The team used a computer model based on observations of real-life animal groups to show how information can be transferred within groups which neither use signalling nor know which individuals, if any, have information about where to go.  Surprisingly, the model revealed that the larger the group, the smaller the proportion of informed animals needed to guide it, and that only a very small proportion of animals in the know is required to achieve great accuracy.

The model also demonstrated that animal groups are capable of coming to an accurate consensus decision when informed individuals in the group have different preferences about which way to travel, even though these individuals have no knowledge about whether they are in the majority or minority.

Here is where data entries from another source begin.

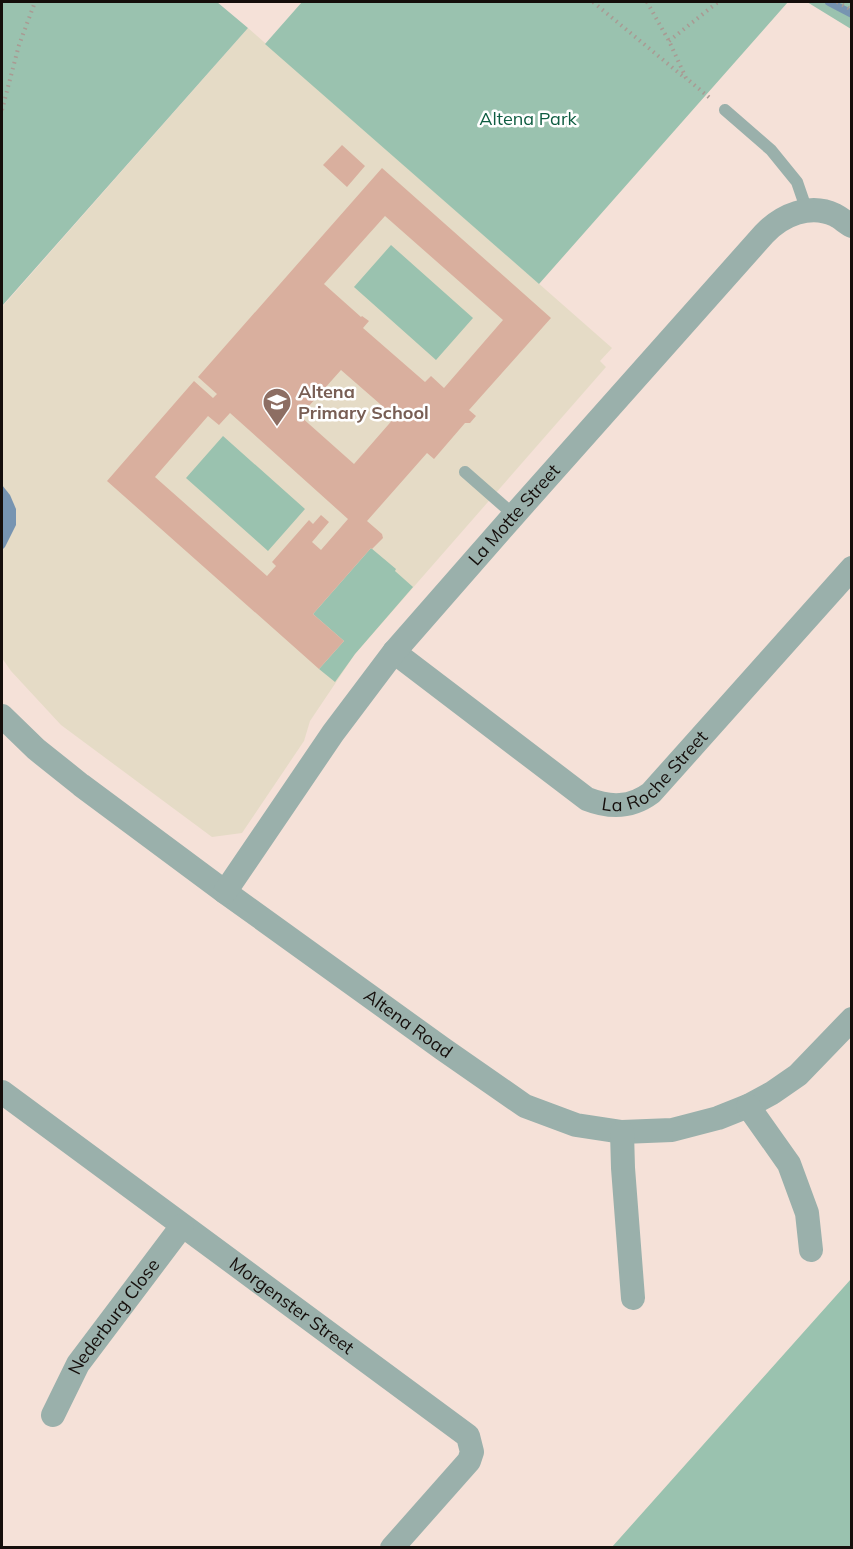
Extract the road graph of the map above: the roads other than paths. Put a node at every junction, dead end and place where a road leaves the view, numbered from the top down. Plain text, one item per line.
1 (725, 110) road end
2 (807, 211) junction
3 (852, 226) edge
4 (465, 472) dead end
5 (514, 515) junction
6 (852, 568) edge
7 (394, 652) junction
8 (2, 716) edge
9 (225, 892) junction
10 (852, 1019) edge
11 (2, 1092) edge
12 (748, 1107) junction
13 (622, 1132) junction
14 (182, 1226) junction
15 (811, 1250) dead end
16 (633, 1298) dead end
17 (53, 1415) dead end
18 (392, 1548) edge

1 - 2 lane
2 - 3 street, La Motte Street
2 - 5 street, La Motte Street
4 - 5 lane
5 - 7 street, La Motte Street
6 - 7 street, La Roche Street
7 - 9 street, La Motte Street
8 - 9 street, Altena Road
9 - 13 street, Altena Road
10 - 12 street, Altena Road
11 - 14 street, Morgenster Street
12 - 13 street, Altena Road
12 - 15 street
13 - 16 street
14 - 17 street, Nederburg Close
14 - 18 street, Morgenster Street

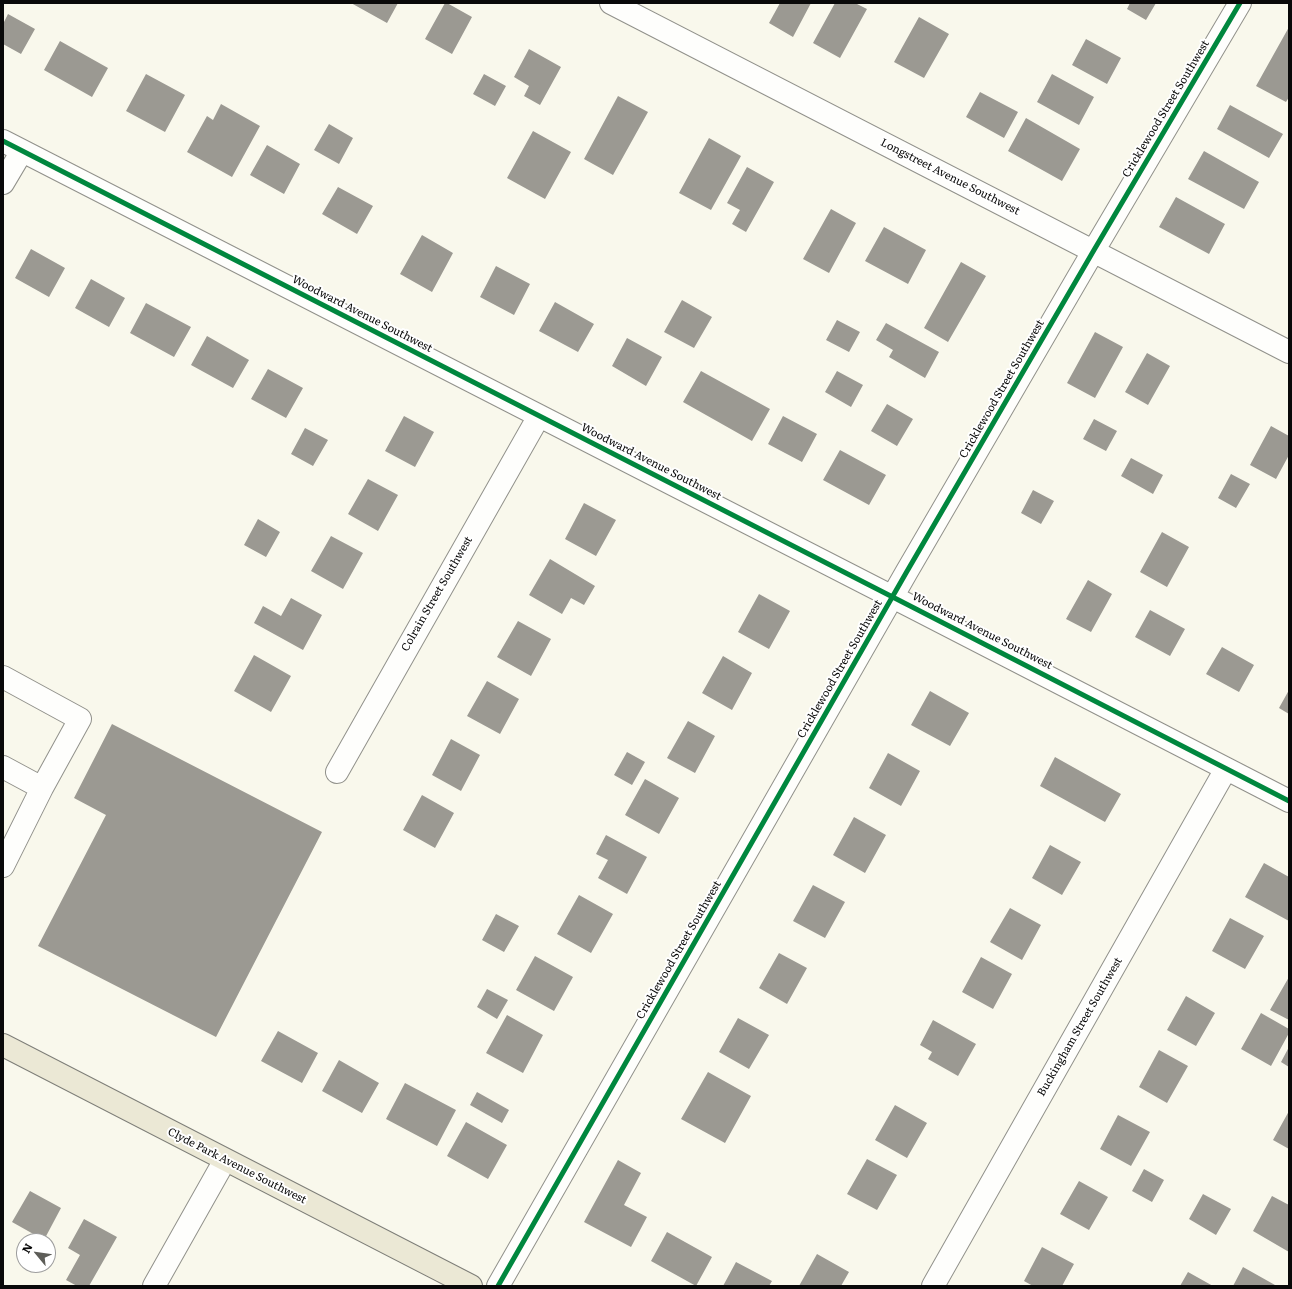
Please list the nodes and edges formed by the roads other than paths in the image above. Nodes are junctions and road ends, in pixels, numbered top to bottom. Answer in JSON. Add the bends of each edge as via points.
{"nodes":[{"id":1,"x":610,"y":3,"type":"edge"},
{"id":2,"x":1240,"y":3,"type":"edge"},
{"id":3,"x":12,"y":146,"type":"edge"},
{"id":4,"x":3,"y":183,"type":"edge"},
{"id":5,"x":1094,"y":250,"type":"junction"},
{"id":6,"x":1289,"y":352,"type":"edge"},
{"id":7,"x":538,"y":416,"type":"junction"},
{"id":8,"x":892,"y":597,"type":"junction"},
{"id":9,"x":3,"y":677,"type":"edge"},
{"id":10,"x":3,"y":767,"type":"edge"},
{"id":11,"x":1226,"y":769,"type":"junction"},
{"id":12,"x":337,"y":772,"type":"dead end"},
{"id":13,"x":42,"y":788,"type":"junction"},
{"id":14,"x":1289,"y":801,"type":"edge"},
{"id":15,"x":3,"y":866,"type":"edge"},
{"id":16,"x":3,"y":1046,"type":"edge"},
{"id":17,"x":225,"y":1160,"type":"junction"},
{"id":18,"x":154,"y":1286,"type":"edge"},
{"id":19,"x":472,"y":1286,"type":"edge"},
{"id":20,"x":498,"y":1286,"type":"edge"},
{"id":21,"x":933,"y":1286,"type":"edge"}],
"edges":[{"from":1,"to":5,"type":"street","name":"Longstreet Avenue Southwest"},
{"from":2,"to":5,"type":"street","name":"Cricklewood Street Southwest"},
{"from":3,"to":4,"type":"street"},
{"from":3,"to":7,"type":"street","name":"Woodward Avenue Southwest"},
{"from":5,"to":6,"type":"street","name":"Longstreet Avenue Southwest"},
{"from":5,"to":8,"type":"street","name":"Cricklewood Street Southwest"},
{"from":7,"to":8,"type":"street","name":"Woodward Avenue Southwest"},
{"from":7,"to":12,"type":"street","name":"Colrain Street Southwest"},
{"from":8,"to":11,"type":"street","name":"Woodward Avenue Southwest"},
{"from":8,"to":20,"type":"street","name":"Cricklewood Street Southwest"},
{"from":9,"to":13,"type":"street","via":[[80,719]]},
{"from":10,"to":13,"type":"street"},
{"from":11,"to":14,"type":"street","name":"Woodward Avenue Southwest"},
{"from":11,"to":21,"type":"street","name":"Buckingham Street Southwest"},
{"from":13,"to":15,"type":"street"},
{"from":16,"to":17,"type":"main road","name":"Clyde Park Avenue Southwest"},
{"from":17,"to":18,"type":"street"},
{"from":17,"to":19,"type":"main road","name":"Clyde Park Avenue Southwest"}]}
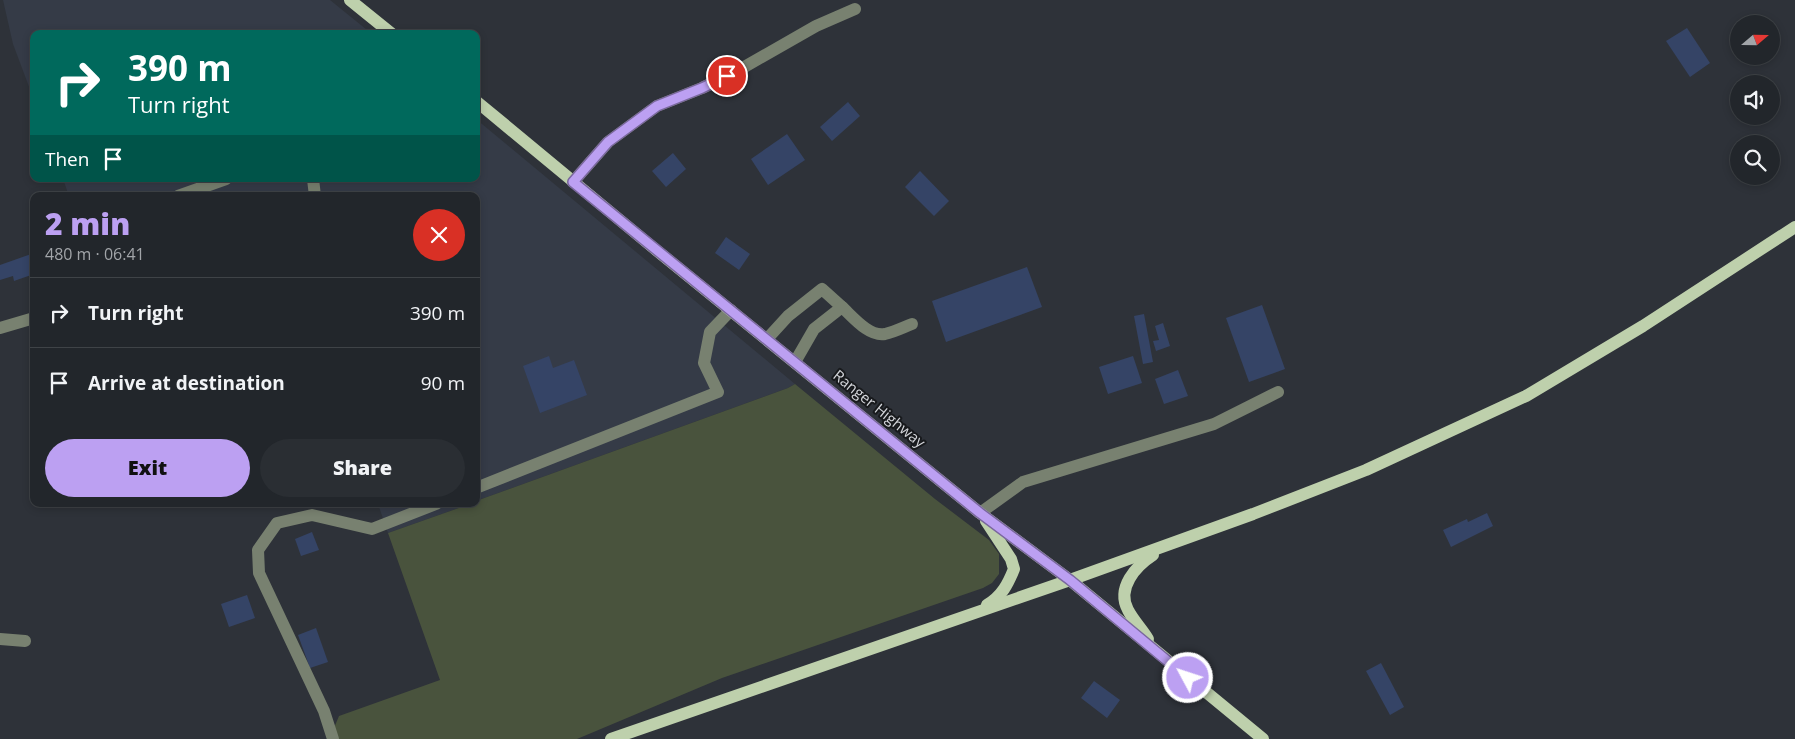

Dr Couzin, who conducted the research with colleagues from Princeton and the Universities of Leeds and Bristol, said: “The direction an informed individual decides to take lies in a balance between two influences: the desire to achieve a goal such as reaching a known food source, and the interaction with the animals around them.  This even applies to the pedestrian walking down the street, who automatically  balances the desire to follow the quickest route to a chosen destination with local conditions caused by the movement and position of other pedestrians around them.

“Using a computer model allows us to observe and better understand the patterns that exist in group movements.  Our model provides new insights into the mechanisms of effective leadership and decision-making in biological systems, and has broad implications for our understanding of information transfer in groups, from the interaction of cells to the movements of grouping robots.”

'Effective leadership and decision-making in animal groups on the move’ by Iain Couzin, Jens Krause, Nigel Franks and Simon Levin is published in Nature on Thursday 3 February 2005.